PLEASE SEE SECTION 7.2 OF THIS AGREEMENT REFERRING TO THE TERMINATION OF THE CONTRACT DUE TO VIOLATION, BY THE CUSTOMER, OF THIS CLAUSE. - 5.4 Mailing Lists/Extended SMTP. Wavenet authorizes the Client to send messages through a mailing list (Mailing List) solely and exclusively through the Extended SMTP service to subscribers who have agreed to join it. These messages must contain precise and explicit instructions on the steps to follow to exclude yourself from the list. All such delisting requests must be honored immediately. Due to the nature of email Marketing operations, Wavenet establishes that all mailing list submissions must be made using Extended SMTP, for which a RELAY IP address will be provided along with a username and password. Wavenet reserves the right to suspend the sending of the Client's mailing, whether the service is provided by Wavenet or a third party, immediately and without prior notice if it is found that such operation is causing significant problems or delays in the SMTP service of the remaining clients or consumes unreasonable server resources. Wavenet also reserves the right to prohibit the Client from using any email sending program or application that affects or jeopardizes the normal functioning of the email server. Due to excessive consumption of system resources and email server overload, Wavenet prohibits the use of linkbuilders type for BlackHat SEO or similar by its clients.

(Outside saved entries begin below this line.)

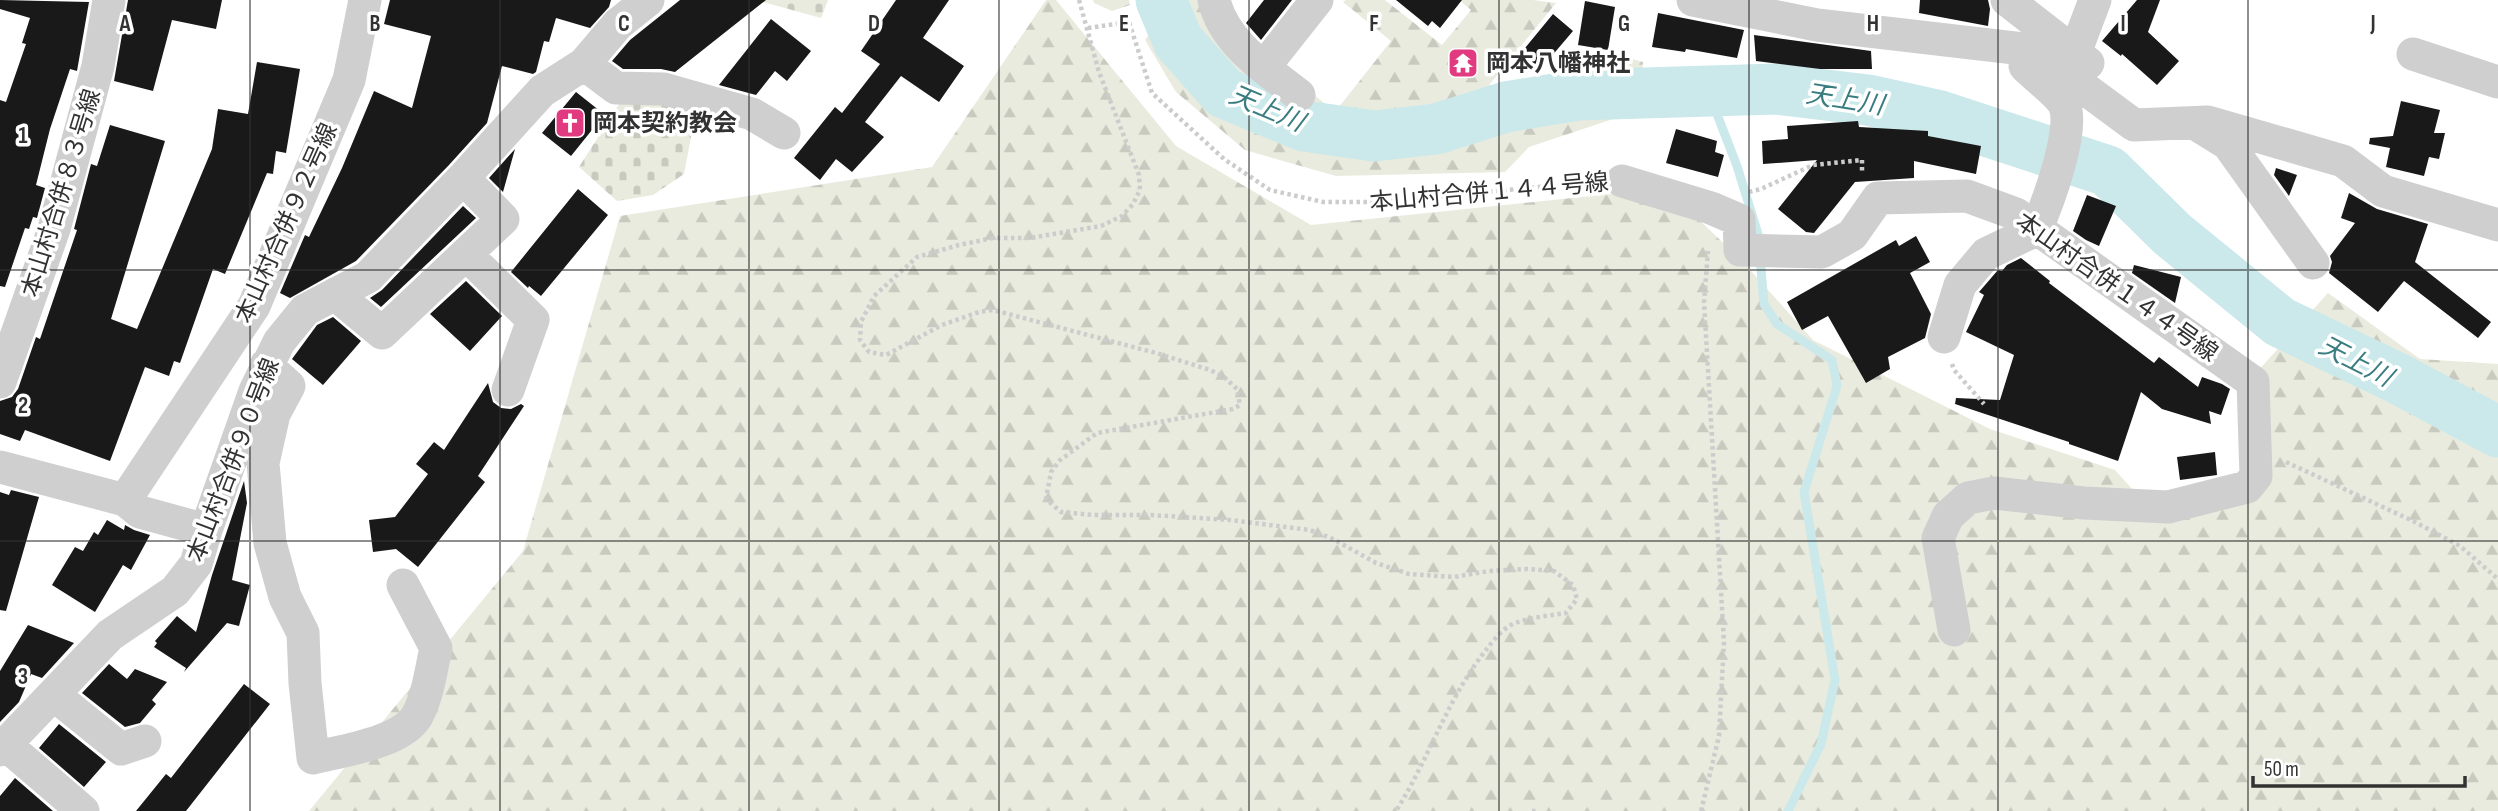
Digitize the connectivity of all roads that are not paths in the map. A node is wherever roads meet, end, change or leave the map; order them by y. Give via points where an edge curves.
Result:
1 (109, 0) edge
2 (365, 0) edge
3 (648, 0) edge
4 (1214, 0) edge
5 (1317, 0) edge
6 (1693, 0) edge
7 (2007, 0) edge
8 (2095, 0) edge
9 (2032, 50) junction
10 (2075, 53) junction
11 (2413, 54) dead end
12 (587, 66) junction
13 (1264, 67) junction
14 (2498, 82) edge
15 (1299, 95) dead end
16 (616, 110) dead end
17 (2182, 124) junction
18 (784, 133) dead end
19 (463, 178) junction
20 (1622, 181) road end
21 (2041, 218) junction
22 (2498, 225) edge
23 (466, 254) junction
24 (2313, 263) dead end
25 (335, 294) junction
26 (1944, 337) road end
27 (266, 365) junction
28 (0, 382) edge
29 (508, 390) dead end
30 (0, 467) edge
31 (125, 500) junction
32 (206, 530) junction
33 (403, 584) dead end
34 (1954, 630) dead end
35 (54, 695) junction
36 (145, 741) dead end
37 (3, 748) edge
38 (83, 811) edge

1 - 28 street, 本山村合併８３号線 via 98,66 54,229
2 - 31 street, 本山村合併９２号線 via 349,80 254,306
3 - 12 street, 本山村合併９０号線 via 618,24
4 - 13 street via 1217,15 1242,49
5 - 13 street
6 - 9 street via 1817,25
7 - 10 street
8 - 10 street
9 - 17 street via 2134,124
9 - 21 street via 2025,66 2064,104 2068,128
10 - 17 street
11 - 14 street
12 - 16 street via 587,82
12 - 18 street via 616,88 664,89 752,114
12 - 19 street, 本山村合併９０号線 via 542,91
13 - 15 street
17 - 22 street via 2208,122 2343,161 2384,191
17 - 24 street via 2228,144
19 - 23 street via 503,219
19 - 25 street, 本山村合併９０号線 via 368,276
20 - 21 street, 本山村合併１４４号線 via 1739,220 1756,251 1822,252 1852,235 1878,198 1968,197
21 - 26 street via 1986,254 1960,285
21 - 34 street, 本山村合併１４４号線 via 2253,383 2256,476 2247,487 2168,507 1994,493 1968,499 1948,516 1938,538
23 - 25 street via 383,333
23 - 29 street via 533,320
25 - 27 street, 本山村合併９０号線 via 305,310
27 - 32 street, 本山村合併９０号線
27 - 33 street via 289,386 274,414 263,463 270,543 285,597 303,633 313,758 376,743 401,732 416,718 436,648
30 - 31 street
31 - 32 street via 140,512
32 - 35 street, 本山村合併９０号線 via 196,564 175,591 110,635
35 - 36 street via 121,749
35 - 37 street, 本山村合併９０号線
37 - 38 street

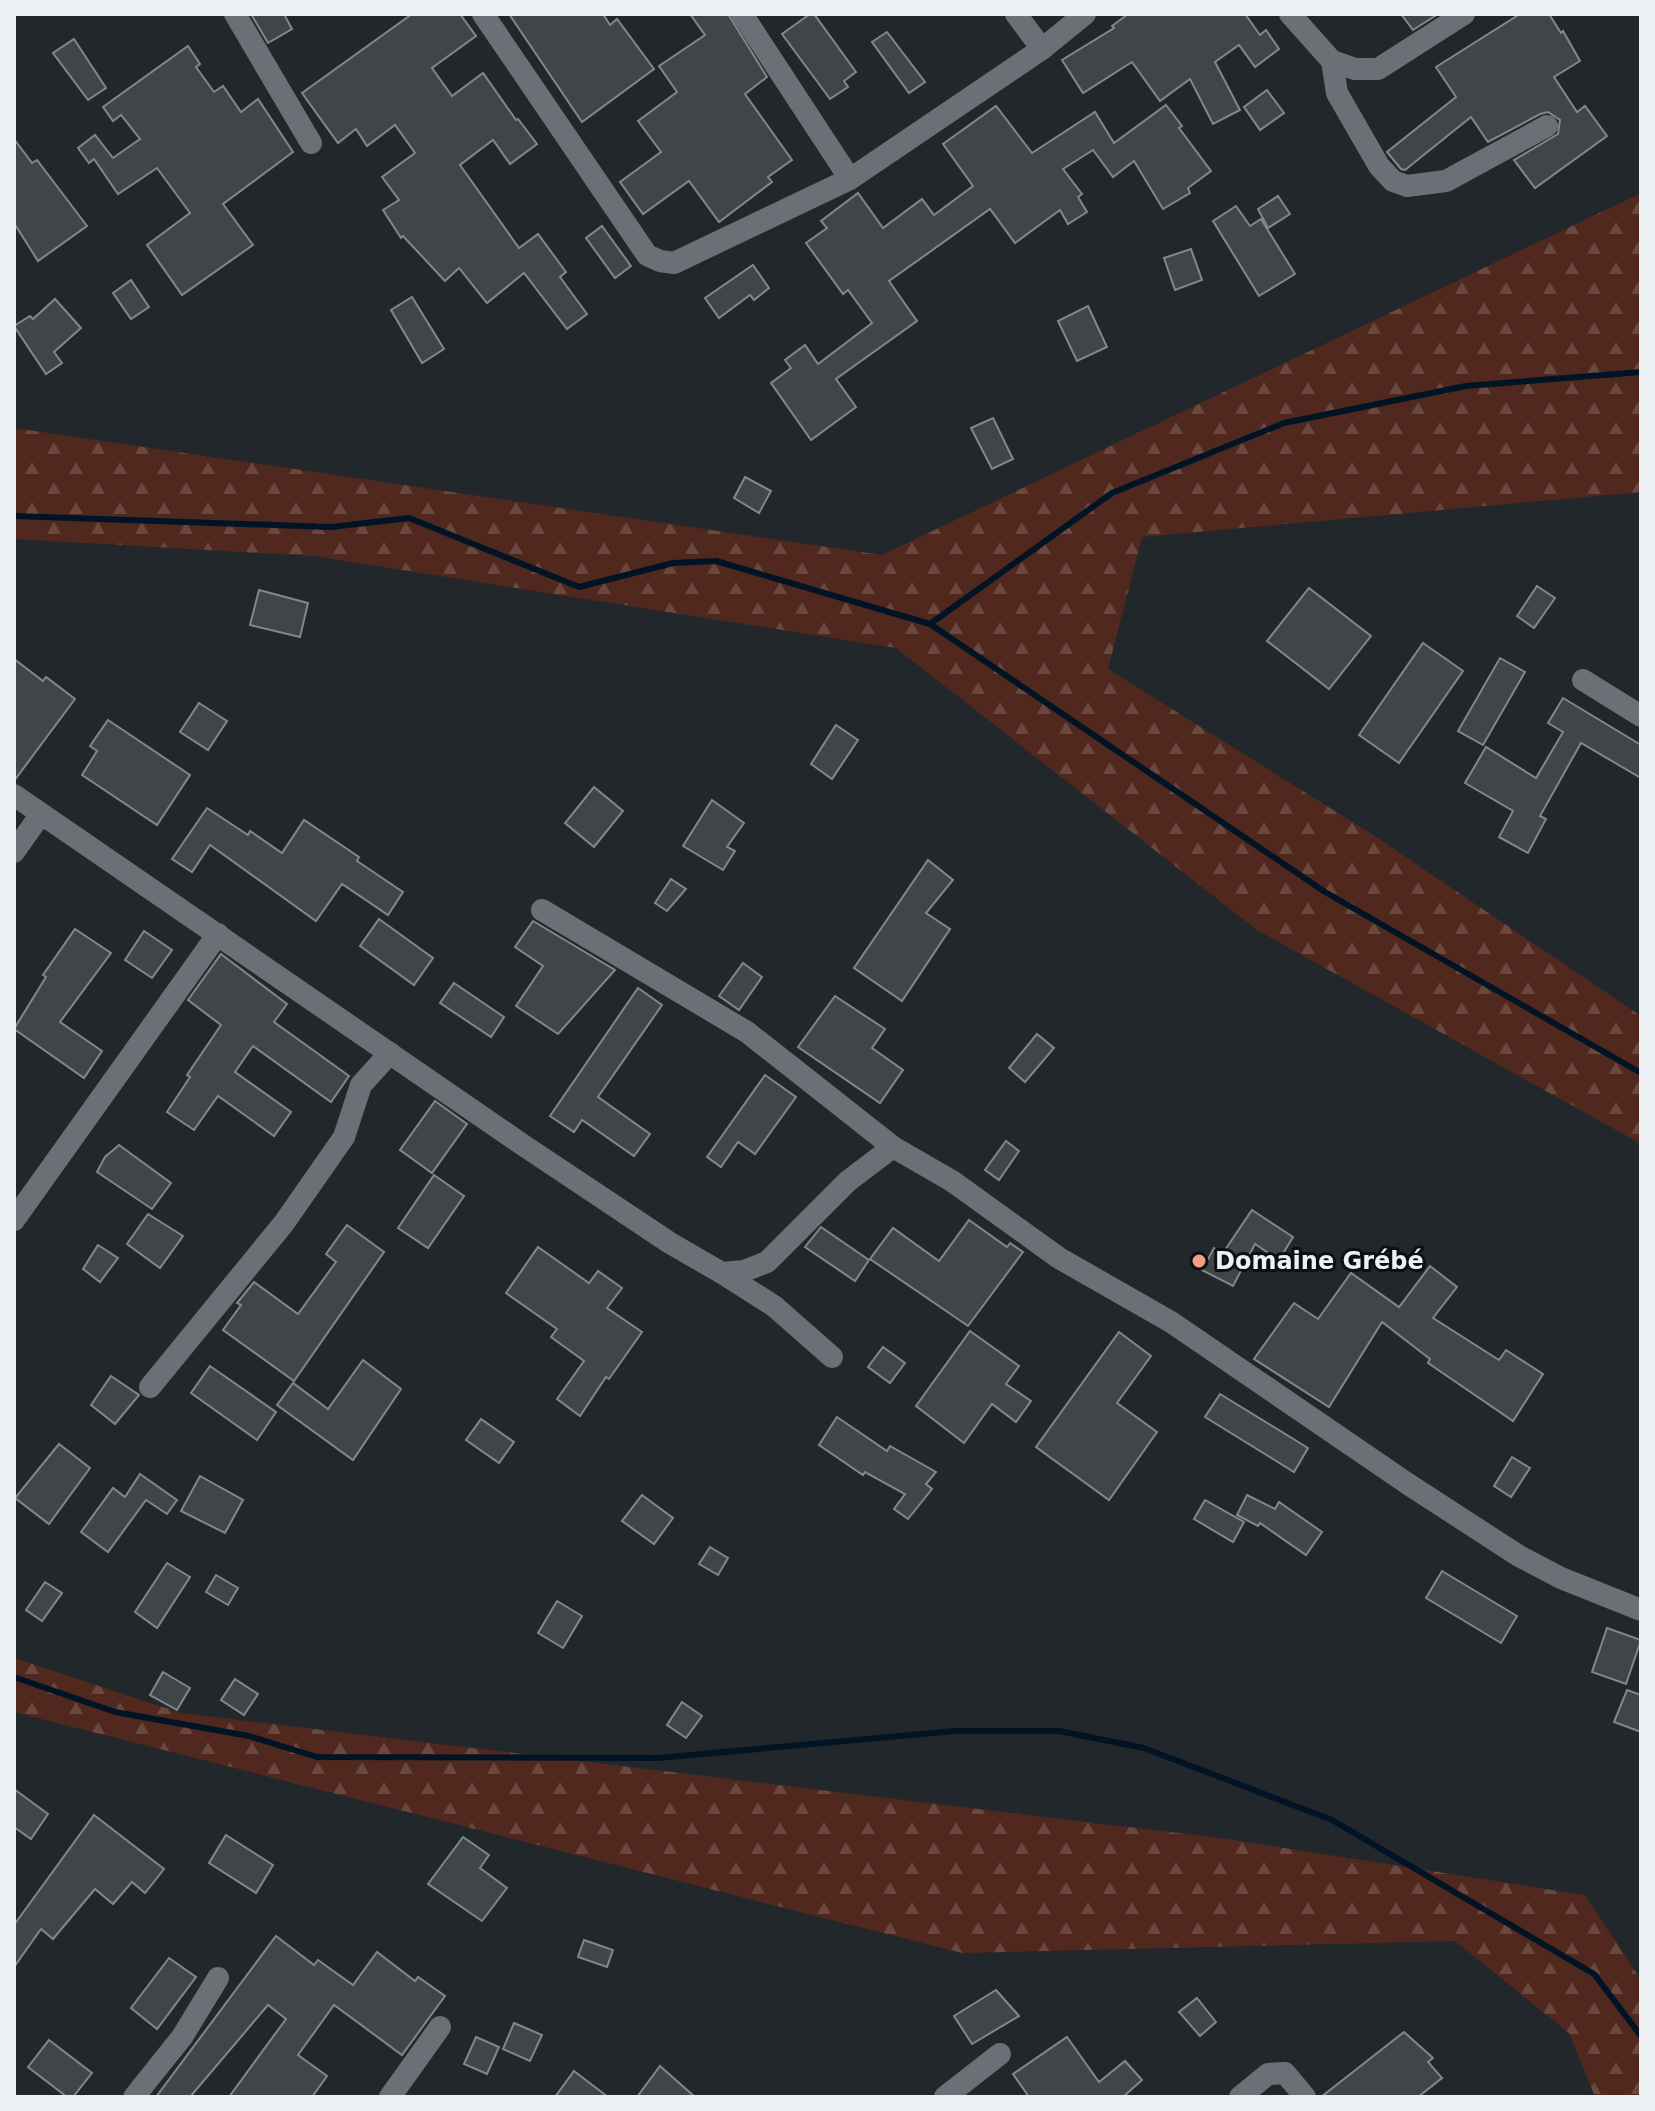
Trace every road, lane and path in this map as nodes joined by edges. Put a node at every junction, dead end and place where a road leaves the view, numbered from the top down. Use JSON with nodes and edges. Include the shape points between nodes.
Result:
{"nodes":[{"id":1,"x":235,"y":14,"type":"edge"},
{"id":2,"x":483,"y":14,"type":"edge"},
{"id":3,"x":742,"y":14,"type":"edge"},
{"id":4,"x":1016,"y":14,"type":"edge"},
{"id":5,"x":1085,"y":14,"type":"edge"},
{"id":6,"x":1290,"y":14,"type":"edge"},
{"id":7,"x":1464,"y":14,"type":"edge"},
{"id":8,"x":1042,"y":49,"type":"junction"},
{"id":9,"x":1332,"y":61,"type":"junction"},
{"id":10,"x":1547,"y":126,"type":"dead end"},
{"id":11,"x":311,"y":143,"type":"dead end"},
{"id":12,"x":850,"y":179,"type":"junction"},
{"id":13,"x":1583,"y":680,"type":"dead end"},
{"id":14,"x":1641,"y":716,"type":"edge"},
{"id":15,"x":14,"y":795,"type":"edge"},
{"id":16,"x":41,"y":814,"type":"junction"},
{"id":17,"x":14,"y":852,"type":"edge"},
{"id":18,"x":542,"y":910,"type":"dead end"},
{"id":19,"x":218,"y":934,"type":"junction"},
{"id":20,"x":390,"y":1053,"type":"junction"},
{"id":21,"x":893,"y":1147,"type":"junction"},
{"id":22,"x":14,"y":1220,"type":"edge"},
{"id":23,"x":722,"y":1273,"type":"junction"},
{"id":24,"x":832,"y":1357,"type":"dead end"},
{"id":25,"x":150,"y":1387,"type":"dead end"},
{"id":26,"x":1641,"y":1610,"type":"edge"},
{"id":27,"x":218,"y":1978,"type":"dead end"},
{"id":28,"x":440,"y":2027,"type":"dead end"},
{"id":29,"x":1000,"y":2054,"type":"dead end"},
{"id":30,"x":134,"y":2097,"type":"edge"},
{"id":31,"x":390,"y":2097,"type":"edge"},
{"id":32,"x":945,"y":2097,"type":"edge"},
{"id":33,"x":1240,"y":2097,"type":"edge"},
{"id":34,"x":1305,"y":2097,"type":"edge"}],
"edges":[{"from":1,"to":11,"type":"street"},
{"from":2,"to":12,"type":"street","via":[[647,255],[660,261],[674,263]]},
{"from":3,"to":12,"type":"street"},
{"from":4,"to":8,"type":"street"},
{"from":5,"to":8,"type":"street"},
{"from":6,"to":9,"type":"street"},
{"from":7,"to":9,"type":"street","via":[[1378,69]]},
{"from":8,"to":12,"type":"street"},
{"from":9,"to":10,"type":"street","via":[[1337,93],[1379,166],[1393,181],[1407,186],[1446,181]]},
{"from":13,"to":14,"type":"street"},
{"from":15,"to":16,"type":"street"},
{"from":16,"to":17,"type":"street"},
{"from":16,"to":19,"type":"street"},
{"from":18,"to":21,"type":"street","via":[[747,1032]]},
{"from":19,"to":20,"type":"street"},
{"from":19,"to":22,"type":"street"},
{"from":20,"to":23,"type":"street"},
{"from":20,"to":25,"type":"street","via":[[361,1085],[344,1137],[284,1223]]},
{"from":21,"to":23,"type":"street","via":[[848,1181],[767,1262]]},
{"from":21,"to":26,"type":"street","via":[[952,1181],[1059,1258],[1171,1322],[1519,1556]]},
{"from":23,"to":24,"type":"street","via":[[774,1306]]},
{"from":27,"to":30,"type":"street","via":[[182,2037]]},
{"from":28,"to":31,"type":"street"},
{"from":29,"to":32,"type":"street"},
{"from":33,"to":34,"type":"street","via":[[1268,2074],[1285,2073]]}]}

PLEASE SEE SECTION 7.2 OF THIS AGREEMENT REFERRING TO THE TERMINATION OF THE CONTRACT DUE TO VIOLATION, BY THE CUSTOMER, OF THIS CLAUSE.
LICENSES AND PROPERTY RIGHTS
- 6.1 Software Licenses. During the entire period of validity of this agreement, Wavenet grants the Client a non-transferable and non-exclusive license to use the software installed on the Server, solely for the purposes of using the contracted services and/or plans. Where such Software belongs to a third party, Wavenet only grants those rights in terms of the applicable agreement with that third party. In the case of increases in the value of said licenses, Wavenet may immediately transfer them to the total value of the contracted service. THE CUSTOMER MAY NOT USE ITS SERVICE OR PART OF IT GENERATED BY MEANS OF SOFTWARE BELONGING TO ANOTHER SERVER OTHER THAN THE SERVER ON WHICH THE SITE IS HOSTED.
- 6.2 License Restrictions. The client undertakes, directly or indirectly (and not to allow others to do so) not to:
- 6.2.1 Copy the Software or part of it.
- 6.2.2 Decrypt, decode or modify any source code of the software.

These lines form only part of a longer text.